*BRIEF*
Each line in the records that mentions the word "edges" needs to be listed.

*SOURCE MATERIAL*

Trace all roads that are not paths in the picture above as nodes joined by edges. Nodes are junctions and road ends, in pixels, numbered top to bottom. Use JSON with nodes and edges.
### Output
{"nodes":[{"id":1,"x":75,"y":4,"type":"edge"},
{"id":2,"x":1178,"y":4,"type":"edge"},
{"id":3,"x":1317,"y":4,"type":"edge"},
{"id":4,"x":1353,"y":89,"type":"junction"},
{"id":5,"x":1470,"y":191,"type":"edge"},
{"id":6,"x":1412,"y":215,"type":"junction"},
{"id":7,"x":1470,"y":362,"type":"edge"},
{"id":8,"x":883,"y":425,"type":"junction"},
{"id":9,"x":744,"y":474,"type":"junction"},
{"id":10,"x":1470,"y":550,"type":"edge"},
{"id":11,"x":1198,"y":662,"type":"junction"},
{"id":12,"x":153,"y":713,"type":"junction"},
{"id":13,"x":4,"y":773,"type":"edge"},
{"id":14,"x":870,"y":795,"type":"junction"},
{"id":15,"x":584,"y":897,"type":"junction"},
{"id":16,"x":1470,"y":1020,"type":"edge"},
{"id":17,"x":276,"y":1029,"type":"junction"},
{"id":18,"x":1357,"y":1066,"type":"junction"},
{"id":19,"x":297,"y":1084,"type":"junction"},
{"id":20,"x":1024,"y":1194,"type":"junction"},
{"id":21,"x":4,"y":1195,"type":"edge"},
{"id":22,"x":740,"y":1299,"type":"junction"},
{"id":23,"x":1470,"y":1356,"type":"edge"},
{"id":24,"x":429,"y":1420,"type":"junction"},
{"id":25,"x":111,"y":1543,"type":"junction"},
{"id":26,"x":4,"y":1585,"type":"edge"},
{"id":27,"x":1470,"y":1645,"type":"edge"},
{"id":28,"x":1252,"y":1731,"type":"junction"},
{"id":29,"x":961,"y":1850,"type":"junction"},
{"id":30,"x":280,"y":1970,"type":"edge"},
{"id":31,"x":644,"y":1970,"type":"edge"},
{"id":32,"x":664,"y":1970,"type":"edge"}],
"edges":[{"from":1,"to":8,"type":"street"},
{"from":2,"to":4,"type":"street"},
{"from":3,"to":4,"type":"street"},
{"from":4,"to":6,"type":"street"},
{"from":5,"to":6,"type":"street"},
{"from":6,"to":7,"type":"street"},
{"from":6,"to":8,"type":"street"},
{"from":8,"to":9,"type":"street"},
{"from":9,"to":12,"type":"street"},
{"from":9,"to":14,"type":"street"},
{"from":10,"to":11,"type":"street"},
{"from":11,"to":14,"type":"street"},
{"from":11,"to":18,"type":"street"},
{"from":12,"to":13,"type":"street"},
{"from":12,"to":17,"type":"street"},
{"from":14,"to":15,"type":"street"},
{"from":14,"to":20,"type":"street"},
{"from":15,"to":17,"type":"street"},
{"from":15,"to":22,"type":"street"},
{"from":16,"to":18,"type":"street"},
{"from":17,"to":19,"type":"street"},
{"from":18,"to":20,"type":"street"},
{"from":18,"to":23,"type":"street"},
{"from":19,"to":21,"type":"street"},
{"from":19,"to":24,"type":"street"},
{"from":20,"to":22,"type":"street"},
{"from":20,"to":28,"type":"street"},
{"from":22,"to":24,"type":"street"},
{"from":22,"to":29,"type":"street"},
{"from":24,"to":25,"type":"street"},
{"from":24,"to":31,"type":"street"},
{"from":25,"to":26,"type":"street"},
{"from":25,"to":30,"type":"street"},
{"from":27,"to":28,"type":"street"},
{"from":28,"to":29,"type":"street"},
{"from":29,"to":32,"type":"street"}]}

*ANSWER FOR THIS EXERCISE*
Trace all roads that are not paths in the picture above as nodes joined by edges. Nodes are junctions and road ends, in pixels, numbered top to bottom. Use JSON with nodes and edges.
"edges":[{"from":1,"to":8,"type":"street"},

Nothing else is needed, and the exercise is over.